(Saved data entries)
======

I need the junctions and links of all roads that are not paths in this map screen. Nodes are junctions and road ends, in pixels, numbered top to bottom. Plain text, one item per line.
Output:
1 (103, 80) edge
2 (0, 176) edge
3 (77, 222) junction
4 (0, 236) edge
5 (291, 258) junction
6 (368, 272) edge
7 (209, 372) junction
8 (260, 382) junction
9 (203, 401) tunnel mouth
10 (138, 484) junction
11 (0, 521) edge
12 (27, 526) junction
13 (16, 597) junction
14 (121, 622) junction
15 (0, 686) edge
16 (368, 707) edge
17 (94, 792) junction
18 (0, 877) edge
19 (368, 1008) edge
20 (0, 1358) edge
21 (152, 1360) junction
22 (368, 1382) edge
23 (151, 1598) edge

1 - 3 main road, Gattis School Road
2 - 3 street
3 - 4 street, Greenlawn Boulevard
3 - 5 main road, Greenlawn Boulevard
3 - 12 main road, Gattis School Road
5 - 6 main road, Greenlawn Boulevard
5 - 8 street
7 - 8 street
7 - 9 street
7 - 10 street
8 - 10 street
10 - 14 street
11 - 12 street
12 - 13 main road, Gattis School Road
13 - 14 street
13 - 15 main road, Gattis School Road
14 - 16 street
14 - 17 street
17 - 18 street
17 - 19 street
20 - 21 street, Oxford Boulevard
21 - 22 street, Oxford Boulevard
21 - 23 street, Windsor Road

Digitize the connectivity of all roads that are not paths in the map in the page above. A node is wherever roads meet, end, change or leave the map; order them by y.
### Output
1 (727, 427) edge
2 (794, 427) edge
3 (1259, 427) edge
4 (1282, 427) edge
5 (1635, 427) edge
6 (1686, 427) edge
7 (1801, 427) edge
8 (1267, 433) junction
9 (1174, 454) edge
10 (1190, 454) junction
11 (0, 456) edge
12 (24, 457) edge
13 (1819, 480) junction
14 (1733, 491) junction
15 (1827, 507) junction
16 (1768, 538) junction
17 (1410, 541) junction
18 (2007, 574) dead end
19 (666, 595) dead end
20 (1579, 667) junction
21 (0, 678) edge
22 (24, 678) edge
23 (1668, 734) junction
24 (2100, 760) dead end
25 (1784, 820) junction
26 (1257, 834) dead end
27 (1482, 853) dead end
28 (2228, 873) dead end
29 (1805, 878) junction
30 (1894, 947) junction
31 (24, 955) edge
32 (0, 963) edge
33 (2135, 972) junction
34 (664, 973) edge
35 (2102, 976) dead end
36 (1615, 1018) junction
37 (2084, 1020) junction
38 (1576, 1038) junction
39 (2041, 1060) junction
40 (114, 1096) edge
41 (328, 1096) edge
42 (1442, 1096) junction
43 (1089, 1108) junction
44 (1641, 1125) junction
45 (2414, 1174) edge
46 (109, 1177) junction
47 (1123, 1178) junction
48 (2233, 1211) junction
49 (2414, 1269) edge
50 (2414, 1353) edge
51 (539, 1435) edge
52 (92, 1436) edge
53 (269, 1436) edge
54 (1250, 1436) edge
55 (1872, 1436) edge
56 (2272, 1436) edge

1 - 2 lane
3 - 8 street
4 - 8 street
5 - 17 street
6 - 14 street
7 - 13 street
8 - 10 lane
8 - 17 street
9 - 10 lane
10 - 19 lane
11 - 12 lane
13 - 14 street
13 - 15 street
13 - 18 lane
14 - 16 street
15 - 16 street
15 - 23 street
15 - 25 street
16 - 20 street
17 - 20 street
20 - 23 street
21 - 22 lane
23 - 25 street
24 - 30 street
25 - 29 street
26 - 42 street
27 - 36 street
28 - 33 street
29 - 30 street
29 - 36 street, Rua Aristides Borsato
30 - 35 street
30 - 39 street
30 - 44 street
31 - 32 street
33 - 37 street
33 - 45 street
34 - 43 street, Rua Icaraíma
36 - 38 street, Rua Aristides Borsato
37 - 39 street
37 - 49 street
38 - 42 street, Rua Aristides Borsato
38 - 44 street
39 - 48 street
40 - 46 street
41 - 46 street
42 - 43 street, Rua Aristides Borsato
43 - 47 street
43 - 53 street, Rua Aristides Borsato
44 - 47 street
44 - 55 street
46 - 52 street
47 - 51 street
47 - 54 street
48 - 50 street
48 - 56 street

======

**Exercise**
Keeping every line exactly as it is, copy all the records.

**The answer**
I need the junctions and links of all roads that are not paths in this map screen. Nodes are junctions and road ends, in pixels, numbered top to bottom. Plain text, one item per line.
Output:
1 (103, 80) edge
2 (0, 176) edge
3 (77, 222) junction
4 (0, 236) edge
5 (291, 258) junction
6 (368, 272) edge
7 (209, 372) junction
8 (260, 382) junction
9 (203, 401) tunnel mouth
10 (138, 484) junction
11 (0, 521) edge
12 (27, 526) junction
13 (16, 597) junction
14 (121, 622) junction
15 (0, 686) edge
16 (368, 707) edge
17 (94, 792) junction
18 (0, 877) edge
19 (368, 1008) edge
20 (0, 1358) edge
21 (152, 1360) junction
22 (368, 1382) edge
23 (151, 1598) edge

1 - 3 main road, Gattis School Road
2 - 3 street
3 - 4 street, Greenlawn Boulevard
3 - 5 main road, Greenlawn Boulevard
3 - 12 main road, Gattis School Road
5 - 6 main road, Greenlawn Boulevard
5 - 8 street
7 - 8 street
7 - 9 street
7 - 10 street
8 - 10 street
10 - 14 street
11 - 12 street
12 - 13 main road, Gattis School Road
13 - 14 street
13 - 15 main road, Gattis School Road
14 - 16 street
14 - 17 street
17 - 18 street
17 - 19 street
20 - 21 street, Oxford Boulevard
21 - 22 street, Oxford Boulevard
21 - 23 street, Windsor Road

Digitize the connectivity of all roads that are not paths in the map in the page above. A node is wherever roads meet, end, change or leave the map; order them by y.
### Output
1 (727, 427) edge
2 (794, 427) edge
3 (1259, 427) edge
4 (1282, 427) edge
5 (1635, 427) edge
6 (1686, 427) edge
7 (1801, 427) edge
8 (1267, 433) junction
9 (1174, 454) edge
10 (1190, 454) junction
11 (0, 456) edge
12 (24, 457) edge
13 (1819, 480) junction
14 (1733, 491) junction
15 (1827, 507) junction
16 (1768, 538) junction
17 (1410, 541) junction
18 (2007, 574) dead end
19 (666, 595) dead end
20 (1579, 667) junction
21 (0, 678) edge
22 (24, 678) edge
23 (1668, 734) junction
24 (2100, 760) dead end
25 (1784, 820) junction
26 (1257, 834) dead end
27 (1482, 853) dead end
28 (2228, 873) dead end
29 (1805, 878) junction
30 (1894, 947) junction
31 (24, 955) edge
32 (0, 963) edge
33 (2135, 972) junction
34 (664, 973) edge
35 (2102, 976) dead end
36 (1615, 1018) junction
37 (2084, 1020) junction
38 (1576, 1038) junction
39 (2041, 1060) junction
40 (114, 1096) edge
41 (328, 1096) edge
42 (1442, 1096) junction
43 (1089, 1108) junction
44 (1641, 1125) junction
45 (2414, 1174) edge
46 (109, 1177) junction
47 (1123, 1178) junction
48 (2233, 1211) junction
49 (2414, 1269) edge
50 (2414, 1353) edge
51 (539, 1435) edge
52 (92, 1436) edge
53 (269, 1436) edge
54 (1250, 1436) edge
55 (1872, 1436) edge
56 (2272, 1436) edge

1 - 2 lane
3 - 8 street
4 - 8 street
5 - 17 street
6 - 14 street
7 - 13 street
8 - 10 lane
8 - 17 street
9 - 10 lane
10 - 19 lane
11 - 12 lane
13 - 14 street
13 - 15 street
13 - 18 lane
14 - 16 street
15 - 16 street
15 - 23 street
15 - 25 street
16 - 20 street
17 - 20 street
20 - 23 street
21 - 22 lane
23 - 25 street
24 - 30 street
25 - 29 street
26 - 42 street
27 - 36 street
28 - 33 street
29 - 30 street
29 - 36 street, Rua Aristides Borsato
30 - 35 street
30 - 39 street
30 - 44 street
31 - 32 street
33 - 37 street
33 - 45 street
34 - 43 street, Rua Icaraíma
36 - 38 street, Rua Aristides Borsato
37 - 39 street
37 - 49 street
38 - 42 street, Rua Aristides Borsato
38 - 44 street
39 - 48 street
40 - 46 street
41 - 46 street
42 - 43 street, Rua Aristides Borsato
43 - 47 street
43 - 53 street, Rua Aristides Borsato
44 - 47 street
44 - 55 street
46 - 52 street
47 - 51 street
47 - 54 street
48 - 50 street
48 - 56 street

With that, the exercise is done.